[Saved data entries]
______

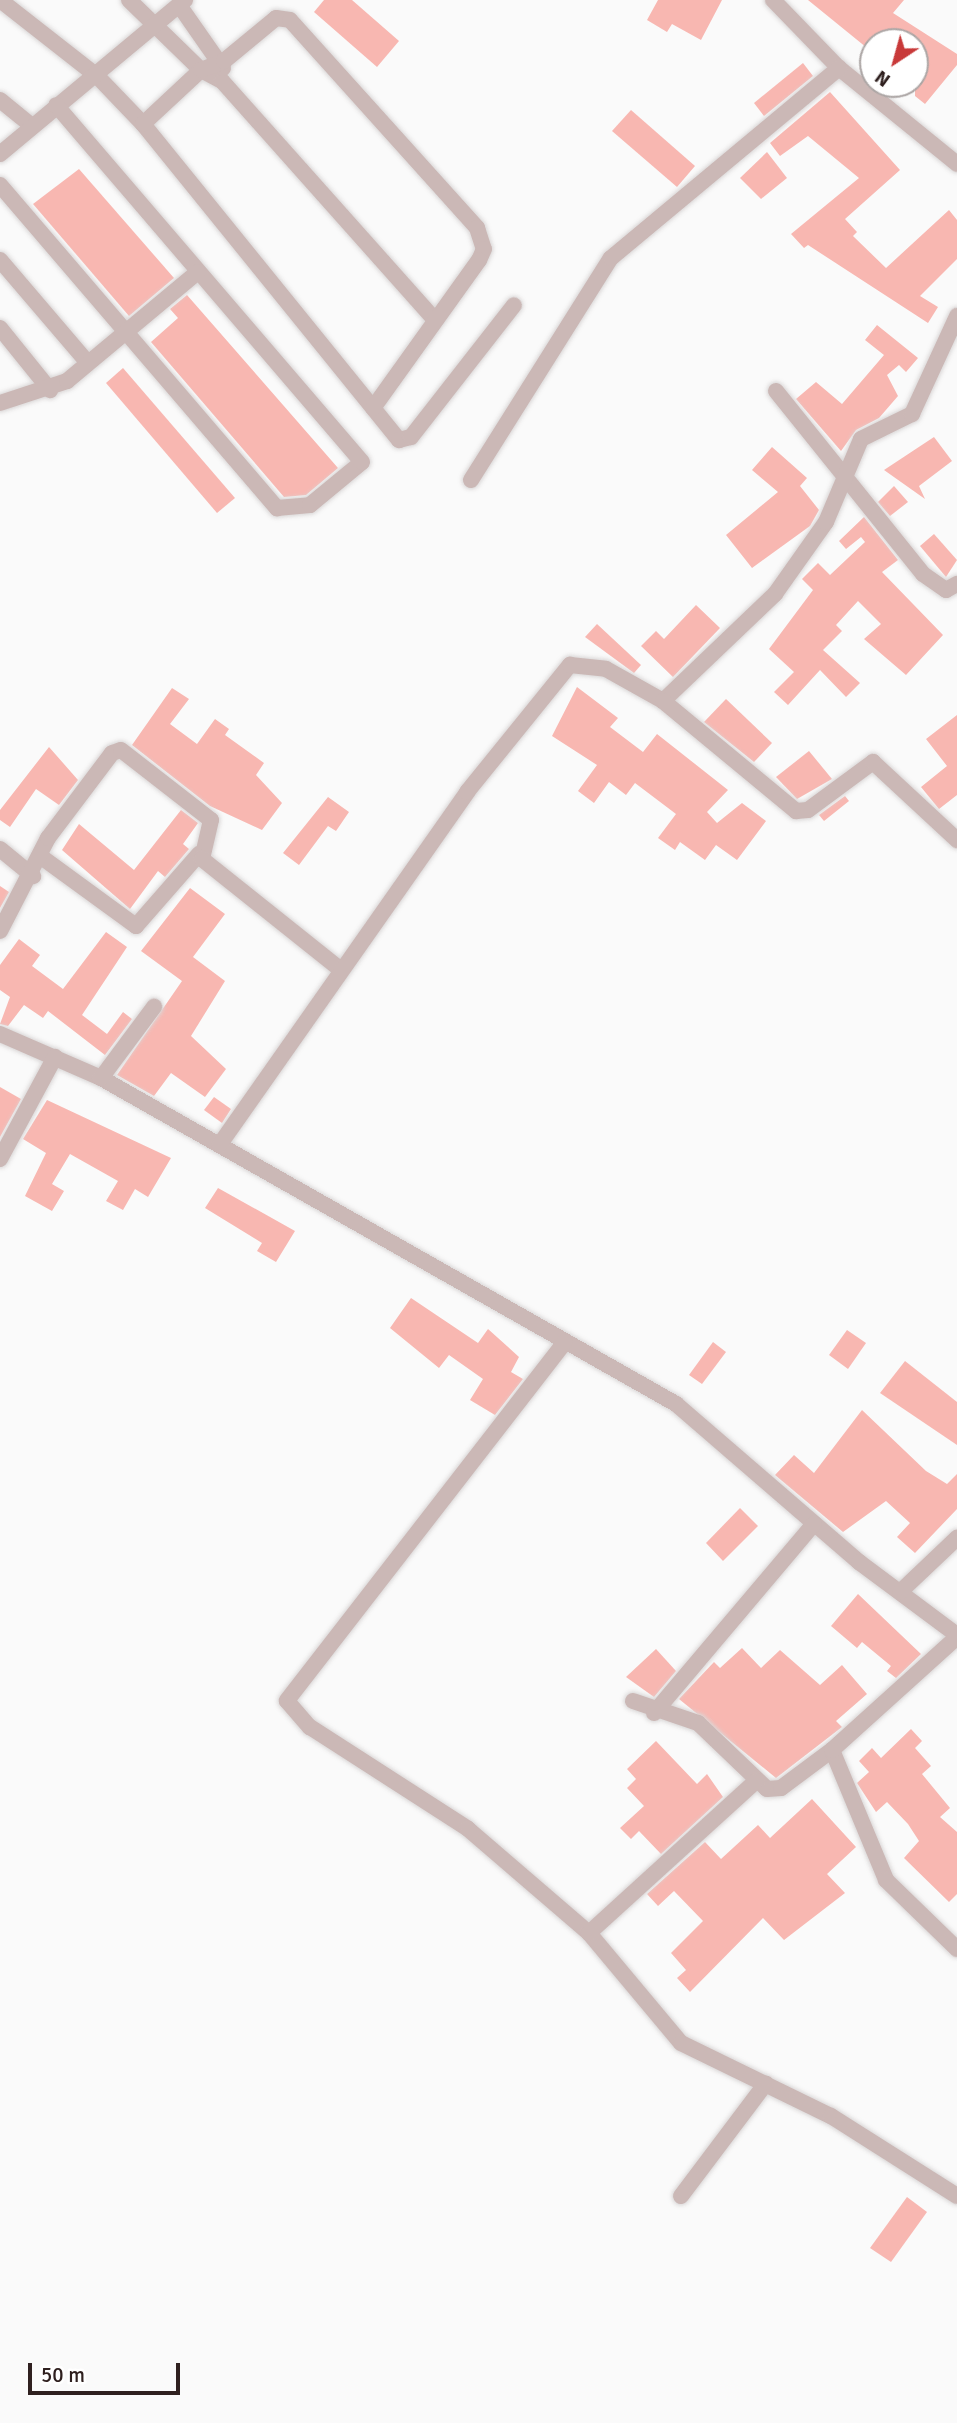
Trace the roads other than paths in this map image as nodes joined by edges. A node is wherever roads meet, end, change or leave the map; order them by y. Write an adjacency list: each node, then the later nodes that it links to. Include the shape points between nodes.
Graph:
1 (0, 0): 10 (street)
2 (129, 0): 6 (street)
3 (773, 0): 5 (street)
4 (182, 3): 6 (street); 7 (street)
5 (792, 5): 8 (street)
6 (154, 20): 9 (street); 10 (street)
7 (224, 61): 9 (street); 11 (street); 23 (street, via 275,18 290,20 477,228 484,249 479,260)
8 (839, 68): 17 (street); 32 (street, via 611,258)
9 (201, 70): 11 (street); 14 (street)
10 (97, 76): 13 (street); 14 (street)
11 (222, 81): 23 (street)
12 (0, 100): 15 (street)
13 (56, 105): 15 (street); 20 (street)
14 (143, 124): 30 (street)
15 (32, 126): 16 (street)
16 (0, 154)
17 (957, 164)
18 (0, 185): 25 (street)
19 (0, 260): 26 (street)
20 (198, 272): 25 (street); 25 (street, via 366,459 310,506 277,508)
21 (514, 305): 30 (street, via 407,440 393,435)
22 (957, 316): 31 (street, via 912,414 865,435)
23 (435, 320): 30 (street)
24 (0, 328): 27 (street)
25 (127, 331): 26 (street)
26 (88, 363): 27 (street)
27 (50, 390): 29 (street)
28 (776, 391): 31 (street)
29 (0, 403)
30 (373, 408)
31 (844, 479): 33 (street, via 934,584 946,590); 34 (street, via 826,522 775,594)
32 (471, 480)
33 (957, 584)
34 (663, 701): 35 (street, via 796,811 808,810 873,762); 41 (street, via 606,669 579,663 563,671)
35 (957, 840)
36 (0, 849): 39 (street)
37 (199, 854): 38 (street, via 136,926); 38 (street, via 211,820 117,750); 41 (street)
38 (40, 856): 39 (street)
39 (33, 876): 40 (street)
40 (0, 931)
41 (340, 969): 46 (street)
42 (154, 1007): 45 (street)
43 (0, 1034): 44 (street)
44 (55, 1057): 45 (street); 47 (street)
45 (101, 1078): 46 (street)
46 (220, 1144): 48 (street)
47 (0, 1158)
48 (565, 1342): 49 (street, via 676,1404); 57 (street, via 287,1701 310,1727 468,1829)
49 (814, 1524): 51 (street); 54 (street)
50 (957, 1538): 51 (street)
51 (900, 1592): 52 (street)
52 (957, 1636): 55 (street)
53 (633, 1701): 54 (street)
54 (654, 1713): 56 (street, via 698,1723)
55 (832, 1750): 56 (street, via 781,1788); 58 (street, via 886,1880)
56 (756, 1781): 57 (street)
57 (589, 1933): 59 (street, via 681,2043)
58 (957, 1949)
59 (766, 2083): 60 (street); 61 (street, via 831,2116)
60 (681, 2196)
61 (957, 2196)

______

All of the data should be returned word for word, with each picture left out.

Trace the roads other than paths in this map image as nodes joined by edges. A node is wherever roads meet, end, change or leave the map; order them by y. Write an adjacency list: each node, then the later nodes that it links to. Include the shape points between nodes.
Graph:
1 (0, 0): 10 (street)
2 (129, 0): 6 (street)
3 (773, 0): 5 (street)
4 (182, 3): 6 (street); 7 (street)
5 (792, 5): 8 (street)
6 (154, 20): 9 (street); 10 (street)
7 (224, 61): 9 (street); 11 (street); 23 (street, via 275,18 290,20 477,228 484,249 479,260)
8 (839, 68): 17 (street); 32 (street, via 611,258)
9 (201, 70): 11 (street); 14 (street)
10 (97, 76): 13 (street); 14 (street)
11 (222, 81): 23 (street)
12 (0, 100): 15 (street)
13 (56, 105): 15 (street); 20 (street)
14 (143, 124): 30 (street)
15 (32, 126): 16 (street)
16 (0, 154)
17 (957, 164)
18 (0, 185): 25 (street)
19 (0, 260): 26 (street)
20 (198, 272): 25 (street); 25 (street, via 366,459 310,506 277,508)
21 (514, 305): 30 (street, via 407,440 393,435)
22 (957, 316): 31 (street, via 912,414 865,435)
23 (435, 320): 30 (street)
24 (0, 328): 27 (street)
25 (127, 331): 26 (street)
26 (88, 363): 27 (street)
27 (50, 390): 29 (street)
28 (776, 391): 31 (street)
29 (0, 403)
30 (373, 408)
31 (844, 479): 33 (street, via 934,584 946,590); 34 (street, via 826,522 775,594)
32 (471, 480)
33 (957, 584)
34 (663, 701): 35 (street, via 796,811 808,810 873,762); 41 (street, via 606,669 579,663 563,671)
35 (957, 840)
36 (0, 849): 39 (street)
37 (199, 854): 38 (street, via 136,926); 38 (street, via 211,820 117,750); 41 (street)
38 (40, 856): 39 (street)
39 (33, 876): 40 (street)
40 (0, 931)
41 (340, 969): 46 (street)
42 (154, 1007): 45 (street)
43 (0, 1034): 44 (street)
44 (55, 1057): 45 (street); 47 (street)
45 (101, 1078): 46 (street)
46 (220, 1144): 48 (street)
47 (0, 1158)
48 (565, 1342): 49 (street, via 676,1404); 57 (street, via 287,1701 310,1727 468,1829)
49 (814, 1524): 51 (street); 54 (street)
50 (957, 1538): 51 (street)
51 (900, 1592): 52 (street)
52 (957, 1636): 55 (street)
53 (633, 1701): 54 (street)
54 (654, 1713): 56 (street, via 698,1723)
55 (832, 1750): 56 (street, via 781,1788); 58 (street, via 886,1880)
56 (756, 1781): 57 (street)
57 (589, 1933): 59 (street, via 681,2043)
58 (957, 1949)
59 (766, 2083): 60 (street); 61 (street, via 831,2116)
60 (681, 2196)
61 (957, 2196)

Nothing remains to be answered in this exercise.